Online and print readers nominated more than 60 local business owners for their generosity, kindness and good will all year long.

What is so special about a car dealer, a marketing consultant and an insurance broker?

It is not their occupations but the way they live their lives and conduct their daily business, their nominators said. Read about them and find out who ocregister.com readers voted as the 21st Annual Holiday Spirit. This is the first year readers have been able to select as well as nominate for this recognition.

Winner: David Wilson Wilson – Automotive Group, Orange, CA

Wilson describes himself as an Iowa farm boy whose family of seven didn’t have indoor plumbing until he was 14.

You learn early that there are people who don’t have things and that it’s true: the more you give, the more you get,” Wilson said.

He has 1,400 employees – and no layoffs during tough times for the auto industry – but when he had just 100 employees selling 10,000 cars a year, Wilson decided that he couldn’t personally take care of every customer; but he could take care of 100 employees and they would take care of customers.

“Since 1976 he has been my auto dealer for both my husband and me,” said Betty Peters. “In 1997, I became a widow, and he has made my life better for being the honest man that he is, along with his employees.”

Wilson Vice President Vikki Murphy, who nominated Wilson on behalf of his employees, said: “Since coming to Orange in 1982, David has been a benefactor to virtually every school, hospital or charitable organization in one way or another.”

Wilson long has helped Orangewood Children’s home.

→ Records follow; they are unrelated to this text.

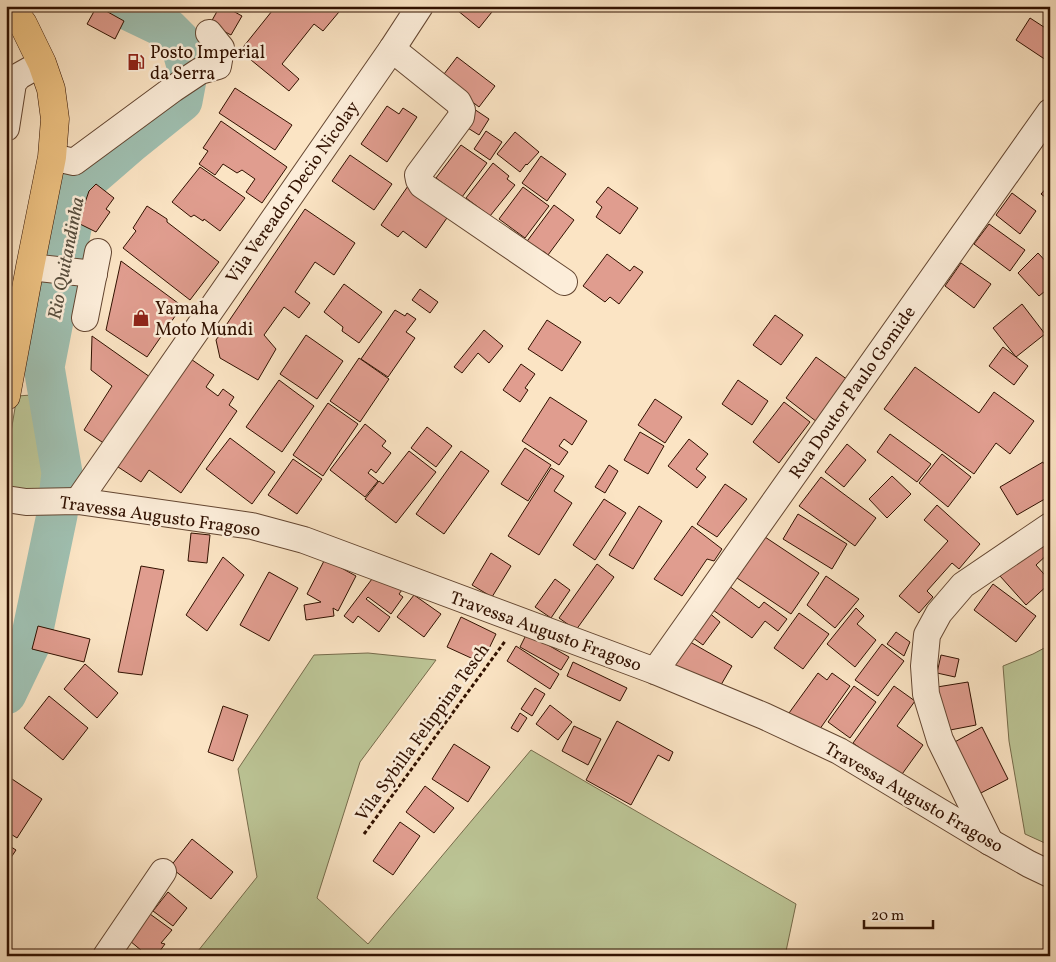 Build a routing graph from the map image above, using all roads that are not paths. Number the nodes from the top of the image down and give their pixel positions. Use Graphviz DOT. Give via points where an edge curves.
graph roads {
  1 [pos="10,6"];
  2 [pos="420,6"];
  3 [pos="209,33"];
  4 [pos="392,49"];
  5 [pos="42,63"];
  6 [pos="1050,112"];
  7 [pos="6,128"];
  8 [pos="52,157"];
  9 [pos="31,267"];
  10 [pos="564,282"];
  11 [pos="13,315"];
  12 [pos="86,318"];
  13 [pos="6,396"];
  14 [pos="16,500"];
  15 [pos="78,501"];
  16 [pos="1050,526"];
  17 [pos="655,671"];
  18 [pos="990,842"];
  19 [pos="163,872"];
  20 [pos="1050,874"];
  21 [pos="106,956"];
  1 -- 5 [label="main road" via="23,24"];
  2 -- 4 [label="street, Vila Vereador Decio Nicolay"];
  3 -- 8 [label="street" via="221,48 218,66 200,71 74,162"];
  4 -- 10 [label="street" via="458,102 462,110 461,117 418,175 422,185"];
  4 -- 15 [label="street, Vila Vereador Decio Nicolay"];
  5 -- 7 [label="street" via="13,83"];
  5 -- 8 [label="main road" via="51,89 54,119"];
  6 -- 17 [label="street, Rua Doutor Paulo Gomide"];
  8 -- 9 [label="main road"];
  9 -- 11 [label="main road"];
  9 -- 12 [label="street" via="89,266"];
  11 -- 13 [label="main road"];
  14 -- 15 [label="street, Travessa Augusto Fragoso"];
  15 -- 17 [label="street, Travessa Augusto Fragoso" via="252,526 304,540"];
  16 -- 18 [label="street" via="964,585 939,613 927,635 926,694 940,740"];
  17 -- 18 [label="street, Travessa Augusto Fragoso" via="839,751"];
  18 -- 20 [label="street, Travessa Augusto Fragoso"];
  19 -- 21 [label="street"];
}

During a 1986 cold spell, he went out and bought 20 humidifiers and set them up at the home for children with colds and flu.

“If you wait for boards to meet and vote and requisition equipment it would be spring,” Wilson said casually.

When Orangewood almost closed its doors in the 1990’s recession, Wilson gave $100,000 to keep it going and told management not to reveal the donator.

Wilson now owns 16 dealerships, each with a junior partner. Long-time employees can earn up to 25 percent ownership through sweat equity, Wilson said. “That’s what I’m most proud of. We grow our own people and when they’re ready, I buy another dealership.”